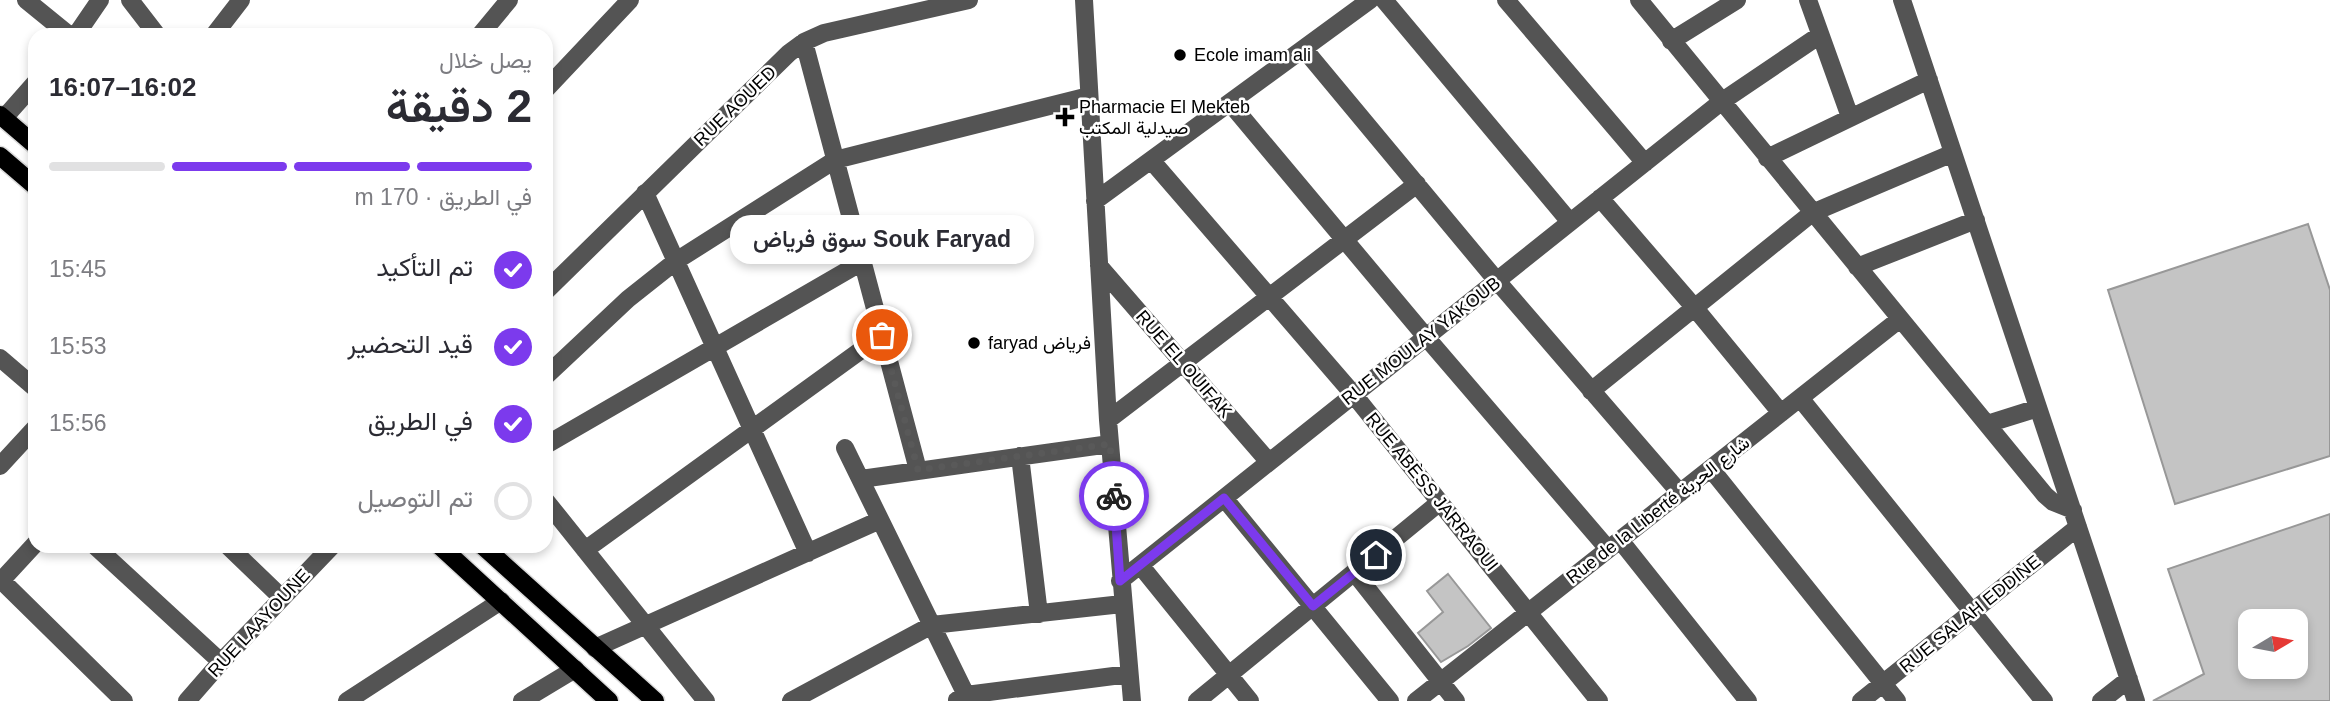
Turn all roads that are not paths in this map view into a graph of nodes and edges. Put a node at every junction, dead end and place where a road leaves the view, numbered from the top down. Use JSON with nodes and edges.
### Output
{"nodes":[{"id":1,"x":26,"y":0,"type":"edge"},
{"id":2,"x":100,"y":0,"type":"edge"},
{"id":3,"x":130,"y":0,"type":"edge"},
{"id":4,"x":241,"y":0,"type":"edge"},
{"id":5,"x":509,"y":0,"type":"edge"},
{"id":6,"x":630,"y":0,"type":"edge"},
{"id":7,"x":969,"y":0,"type":"edge"},
{"id":8,"x":1084,"y":0,"type":"edge"},
{"id":9,"x":1370,"y":0,"type":"edge"},
{"id":10,"x":1384,"y":0,"type":"edge"},
{"id":11,"x":1506,"y":0,"type":"edge"},
{"id":12,"x":1639,"y":0,"type":"edge"},
{"id":13,"x":1737,"y":0,"type":"edge"},
{"id":14,"x":1808,"y":0,"type":"edge"},
{"id":15,"x":1902,"y":0,"type":"edge"},
{"id":16,"x":60,"y":28,"type":"edge"},
{"id":17,"x":81,"y":28,"type":"edge"},
{"id":18,"x":152,"y":28,"type":"edge"},
{"id":19,"x":220,"y":28,"type":"edge"},
{"id":20,"x":486,"y":28,"type":"edge"},
{"id":21,"x":1820,"y":35,"type":"junction"},
{"id":22,"x":1671,"y":41,"type":"junction"},
{"id":23,"x":804,"y":42,"type":"junction"},
{"id":24,"x":1304,"y":49,"type":"junction"},
{"id":25,"x":1928,"y":80,"type":"junction"},
{"id":26,"x":553,"y":82,"type":"edge"},
{"id":27,"x":28,"y":90,"type":"edge"},
{"id":28,"x":1089,"y":96,"type":"junction"},
{"id":29,"x":1721,"y":102,"type":"junction"},
{"id":30,"x":1230,"y":103,"type":"junction"},
{"id":31,"x":2,"y":117,"type":"edge"},
{"id":32,"x":1850,"y":117,"type":"junction"},
{"id":33,"x":28,"y":139,"type":"edge"},
{"id":34,"x":1953,"y":153,"type":"junction"},
{"id":35,"x":0,"y":156,"type":"edge"},
{"id":36,"x":1767,"y":158,"type":"junction"},
{"id":37,"x":835,"y":160,"type":"junction"},
{"id":38,"x":1151,"y":160,"type":"junction"},
{"id":39,"x":1644,"y":163,"type":"junction"},
{"id":40,"x":28,"y":180,"type":"edge"},
{"id":41,"x":1417,"y":184,"type":"junction"},
{"id":42,"x":645,"y":193,"type":"junction"},
{"id":43,"x":1600,"y":198,"type":"junction"},
{"id":44,"x":1095,"y":201,"type":"junction"},
{"id":45,"x":1812,"y":213,"type":"junction"},
{"id":46,"x":1976,"y":220,"type":"junction"},
{"id":47,"x":1570,"y":222,"type":"junction"},
{"id":48,"x":1345,"y":240,"type":"junction"},
{"id":49,"x":676,"y":261,"type":"junction"},
{"id":50,"x":862,"y":262,"type":"junction"},
{"id":51,"x":1099,"y":267,"type":"junction"},
{"id":52,"x":1857,"y":267,"type":"junction"},
{"id":53,"x":1497,"y":281,"type":"junction"},
{"id":54,"x":553,"y":284,"type":"edge"},
{"id":55,"x":1269,"y":297,"type":"junction"},
{"id":56,"x":1694,"y":307,"type":"junction"},
{"id":57,"x":1900,"y":319,"type":"junction"},
{"id":58,"x":882,"y":335,"type":"junction"},
{"id":59,"x":1426,"y":337,"type":"junction"},
{"id":60,"x":715,"y":347,"type":"junction"},
{"id":61,"x":0,"y":359,"type":"edge"},
{"id":62,"x":1184,"y":362,"type":"junction"},
{"id":63,"x":553,"y":369,"type":"edge"},
{"id":64,"x":28,"y":382,"type":"edge"},
{"id":65,"x":1591,"y":391,"type":"junction"},
{"id":66,"x":1354,"y":395,"type":"junction"},
{"id":67,"x":1800,"y":398,"type":"junction"},
{"id":68,"x":2038,"y":408,"type":"junction"},
{"id":69,"x":1781,"y":414,"type":"junction"},
{"id":70,"x":1108,"y":420,"type":"junction"},
{"id":71,"x":1987,"y":424,"type":"junction"},
{"id":72,"x":752,"y":430,"type":"junction"},
{"id":73,"x":28,"y":436,"type":"edge"},
{"id":74,"x":553,"y":441,"type":"edge"},
{"id":75,"x":1110,"y":444,"type":"junction"},
{"id":76,"x":845,"y":448,"type":"dead end"},
{"id":77,"x":1020,"y":456,"type":"junction"},
{"id":78,"x":1269,"y":463,"type":"junction"},
{"id":79,"x":0,"y":466,"type":"edge"},
{"id":80,"x":1710,"y":469,"type":"junction"},
{"id":81,"x":918,"y":470,"type":"junction"},
{"id":82,"x":861,"y":479,"type":"junction"},
{"id":83,"x":1680,"y":493,"type":"junction"},
{"id":84,"x":1224,"y":498,"type":"junction"},
{"id":85,"x":1440,"y":502,"type":"junction"},
{"id":86,"x":553,"y":510,"type":"edge"},
{"id":87,"x":2075,"y":519,"type":"junction"},
{"id":88,"x":880,"y":520,"type":"junction"},
{"id":89,"x":1614,"y":545,"type":"junction"},
{"id":90,"x":585,"y":550,"type":"junction"},
{"id":91,"x":28,"y":551,"type":"edge"},
{"id":92,"x":103,"y":553,"type":"edge"},
{"id":93,"x":235,"y":553,"type":"edge"},
{"id":94,"x":325,"y":553,"type":"edge"},
{"id":95,"x":448,"y":553,"type":"edge"},
{"id":96,"x":491,"y":553,"type":"edge"},
{"id":97,"x":808,"y":553,"type":"junction"},
{"id":98,"x":1140,"y":565,"type":"junction"},
{"id":99,"x":1354,"y":572,"type":"junction"},
{"id":100,"x":0,"y":580,"type":"edge"},
{"id":101,"x":1120,"y":581,"type":"junction"},
{"id":102,"x":282,"y":598,"type":"junction"},
{"id":103,"x":501,"y":601,"type":"junction"},
{"id":104,"x":1122,"y":604,"type":"junction"},
{"id":105,"x":1313,"y":606,"type":"junction"},
{"id":106,"x":1528,"y":612,"type":"junction"},
{"id":107,"x":1972,"y":612,"type":"junction"},
{"id":108,"x":1039,"y":614,"type":"junction"},
{"id":109,"x":646,"y":625,"type":"junction"},
{"id":110,"x":932,"y":625,"type":"junction"},
{"id":111,"x":595,"y":648,"type":"junction"},
{"id":112,"x":221,"y":663,"type":"junction"},
{"id":113,"x":575,"y":669,"type":"junction"},
{"id":114,"x":1129,"y":674,"type":"junction"},
{"id":115,"x":1229,"y":675,"type":"junction"},
{"id":116,"x":2129,"y":679,"type":"junction"},
{"id":117,"x":1440,"y":682,"type":"junction"},
{"id":118,"x":1883,"y":684,"type":"junction"},
{"id":119,"x":964,"y":699,"type":"edge"},
{"id":120,"x":124,"y":701,"type":"edge"},
{"id":121,"x":187,"y":701,"type":"edge"},
{"id":122,"x":347,"y":701,"type":"edge"},
{"id":123,"x":522,"y":701,"type":"edge"},
{"id":124,"x":609,"y":701,"type":"edge"},
{"id":125,"x":655,"y":701,"type":"edge"},
{"id":126,"x":706,"y":701,"type":"edge"},
{"id":127,"x":791,"y":701,"type":"edge"},
{"id":128,"x":1132,"y":701,"type":"edge"},
{"id":129,"x":1197,"y":701,"type":"edge"},
{"id":130,"x":1250,"y":701,"type":"edge"},
{"id":131,"x":1390,"y":701,"type":"edge"},
{"id":132,"x":1416,"y":701,"type":"edge"},
{"id":133,"x":1456,"y":701,"type":"edge"},
{"id":134,"x":1599,"y":701,"type":"edge"},
{"id":135,"x":1748,"y":701,"type":"edge"},
{"id":136,"x":1861,"y":701,"type":"edge"},
{"id":137,"x":1897,"y":701,"type":"edge"},
{"id":138,"x":2044,"y":701,"type":"edge"},
{"id":139,"x":2101,"y":701,"type":"edge"},
{"id":140,"x":2136,"y":701,"type":"edge"}],
"edges":[{"from":1,"to":16,"type":"street"},
{"from":2,"to":17,"type":"street"},
{"from":3,"to":18,"type":"street"},
{"from":4,"to":19,"type":"street"},
{"from":5,"to":20,"type":"street"},
{"from":6,"to":26,"type":"street"},
{"from":7,"to":23,"type":"street","name":"RUE AOUED"},
{"from":8,"to":28,"type":"street"},
{"from":9,"to":24,"type":"street"},
{"from":10,"to":47,"type":"street"},
{"from":11,"to":39,"type":"street"},
{"from":12,"to":22,"type":"street"},
{"from":13,"to":22,"type":"street"},
{"from":14,"to":21,"type":"street"},
{"from":15,"to":25,"type":"street"},
{"from":21,"to":29,"type":"street","name":"RUE MOULAY YAKOUB"},
{"from":21,"to":32,"type":"street"},
{"from":22,"to":29,"type":"street"},
{"from":23,"to":37,"type":"street"},
{"from":23,"to":42,"type":"street","name":"RUE AOUED"},
{"from":24,"to":30,"type":"street"},
{"from":24,"to":41,"type":"street"},
{"from":25,"to":32,"type":"street"},
{"from":25,"to":34,"type":"street"},
{"from":27,"to":31,"type":"street"},
{"from":28,"to":37,"type":"street"},
{"from":28,"to":44,"type":"street"},
{"from":29,"to":36,"type":"street"},
{"from":29,"to":39,"type":"street","name":"RUE MOULAY YAKOUB"},
{"from":30,"to":38,"type":"street"},
{"from":30,"to":48,"type":"street"},
{"from":31,"to":33,"type":"main road"},
{"from":32,"to":36,"type":"street"},
{"from":34,"to":45,"type":"street"},
{"from":34,"to":46,"type":"street"},
{"from":35,"to":40,"type":"main road"},
{"from":36,"to":45,"type":"street"},
{"from":37,"to":49,"type":"street"},
{"from":37,"to":50,"type":"street"},
{"from":38,"to":44,"type":"street"},
{"from":38,"to":55,"type":"street","name":"RUE ABÈSS JARRAOUI"},
{"from":39,"to":43,"type":"street","name":"RUE MOULAY YAKOUB"},
{"from":41,"to":48,"type":"street"},
{"from":41,"to":53,"type":"street"},
{"from":42,"to":49,"type":"street"},
{"from":42,"to":54,"type":"street","name":"RUE AOUED"},
{"from":43,"to":47,"type":"street","name":"RUE MOULAY YAKOUB"},
{"from":43,"to":56,"type":"street"},
{"from":44,"to":51,"type":"street"},
{"from":45,"to":52,"type":"street"},
{"from":45,"to":56,"type":"street"},
{"from":46,"to":52,"type":"street"},
{"from":46,"to":68,"type":"street"},
{"from":47,"to":53,"type":"street","name":"RUE MOULAY YAKOUB"},
{"from":48,"to":55,"type":"street"},
{"from":48,"to":59,"type":"street"},
{"from":49,"to":60,"type":"street"},
{"from":49,"to":63,"type":"street"},
{"from":50,"to":58,"type":"street"},
{"from":50,"to":60,"type":"street"},
{"from":51,"to":62,"type":"street","name":"RUE EL OUIFAK"},
{"from":51,"to":70,"type":"street"},
{"from":52,"to":57,"type":"street"},
{"from":53,"to":59,"type":"street","name":"RUE MOULAY YAKOUB"},
{"from":53,"to":65,"type":"street"},
{"from":55,"to":62,"type":"street"},
{"from":55,"to":66,"type":"street","name":"RUE ABÈSS JARRAOUI"},
{"from":56,"to":65,"type":"street"},
{"from":56,"to":69,"type":"street"},
{"from":57,"to":67,"type":"street","name":"Rue de la Liberté شارع الحرية"},
{"from":57,"to":71,"type":"street"},
{"from":58,"to":72,"type":"street"},
{"from":58,"to":81,"type":"street"},
{"from":59,"to":66,"type":"street","name":"RUE MOULAY YAKOUB"},
{"from":59,"to":89,"type":"street"},
{"from":60,"to":72,"type":"street"},
{"from":60,"to":74,"type":"street"},
{"from":61,"to":64,"type":"street"},
{"from":62,"to":70,"type":"street"},
{"from":62,"to":78,"type":"street","name":"RUE EL OUIFAK"},
{"from":65,"to":83,"type":"street"},
{"from":66,"to":78,"type":"street","name":"RUE MOULAY YAKOUB"},
{"from":66,"to":85,"type":"street","name":"RUE ABÈSS JARRAOUI"},
{"from":67,"to":69,"type":"street","name":"Rue de la Liberté شارع الحرية"},
{"from":67,"to":107,"type":"street"},
{"from":68,"to":71,"type":"street"},
{"from":68,"to":87,"type":"street"},
{"from":69,"to":80,"type":"street","name":"Rue de la Liberté شارع الحرية"},
{"from":70,"to":75,"type":"street"},
{"from":71,"to":87,"type":"street"},
{"from":72,"to":90,"type":"street"},
{"from":72,"to":97,"type":"street"},
{"from":73,"to":79,"type":"street"},
{"from":75,"to":77,"type":"street"},
{"from":75,"to":101,"type":"street"},
{"from":76,"to":82,"type":"street"},
{"from":77,"to":81,"type":"street"},
{"from":77,"to":108,"type":"street"},
{"from":78,"to":84,"type":"street","name":"RUE MOULAY YAKOUB"},
{"from":80,"to":83,"type":"street","name":"Rue de la Liberté شارع الحرية"},
{"from":80,"to":118,"type":"street"},
{"from":81,"to":82,"type":"street"},
{"from":82,"to":88,"type":"street"},
{"from":83,"to":89,"type":"street","name":"Rue de la Liberté شارع الحرية"},
{"from":84,"to":98,"type":"street","name":"RUE MOULAY YAKOUB"},
{"from":84,"to":105,"type":"street"},
{"from":85,"to":99,"type":"street"},
{"from":85,"to":106,"type":"street","name":"RUE ABÈSS JARRAOUI"},
{"from":86,"to":90,"type":"street"},
{"from":87,"to":107,"type":"street","name":"RUE SALAH EDDINE"},
{"from":87,"to":116,"type":"street"},
{"from":88,"to":97,"type":"street"},
{"from":88,"to":110,"type":"street"},
{"from":89,"to":106,"type":"street","name":"Rue de la Liberté شارع الحرية"},
{"from":89,"to":135,"type":"street"},
{"from":90,"to":109,"type":"street"},
{"from":91,"to":100,"type":"street"},
{"from":92,"to":112,"type":"street"},
{"from":93,"to":102,"type":"street"},
{"from":94,"to":102,"type":"street","name":"RUE LAAYOUNE"},
{"from":95,"to":103,"type":"main road"},
{"from":96,"to":111,"type":"main road"},
{"from":97,"to":109,"type":"street"},
{"from":98,"to":101,"type":"street","name":"RUE MOULAY YAKOUB"},
{"from":98,"to":115,"type":"street"},
{"from":99,"to":105,"type":"street"},
{"from":99,"to":117,"type":"street"},
{"from":100,"to":120,"type":"street"},
{"from":101,"to":104,"type":"street"},
{"from":102,"to":112,"type":"street","name":"RUE LAAYOUNE"},
{"from":103,"to":113,"type":"main road"},
{"from":103,"to":122,"type":"street"},
{"from":104,"to":108,"type":"street"},
{"from":104,"to":114,"type":"street"},
{"from":105,"to":115,"type":"street"},
{"from":105,"to":131,"type":"street"},
{"from":106,"to":117,"type":"street","name":"Rue de la Liberté شارع الحرية"},
{"from":106,"to":134,"type":"street","name":"RUE ABÈSS JARRAOUI"},
{"from":107,"to":118,"type":"street","name":"RUE SALAH EDDINE"},
{"from":107,"to":138,"type":"street"},
{"from":108,"to":110,"type":"street"},
{"from":109,"to":111,"type":"street"},
{"from":109,"to":126,"type":"street"},
{"from":110,"to":119,"type":"street"},
{"from":110,"to":127,"type":"street"},
{"from":111,"to":125,"type":"main road"},
{"from":112,"to":121,"type":"street","name":"RUE LAAYOUNE"},
{"from":113,"to":123,"type":"street"},
{"from":113,"to":124,"type":"main road"},
{"from":114,"to":119,"type":"street"},
{"from":114,"to":128,"type":"street"},
{"from":115,"to":129,"type":"street"},
{"from":115,"to":130,"type":"street"},
{"from":116,"to":139,"type":"street"},
{"from":116,"to":140,"type":"street"},
{"from":117,"to":132,"type":"street","name":"Rue de la Liberté شارع الحرية"},
{"from":117,"to":133,"type":"street"},
{"from":118,"to":136,"type":"street","name":"RUE SALAH EDDINE"},
{"from":118,"to":137,"type":"street"}]}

● ● ● ● ●

Requirement:
From the listing above, count the lines that include the word "ABÈSS" and give the total alone.

Answer space:
5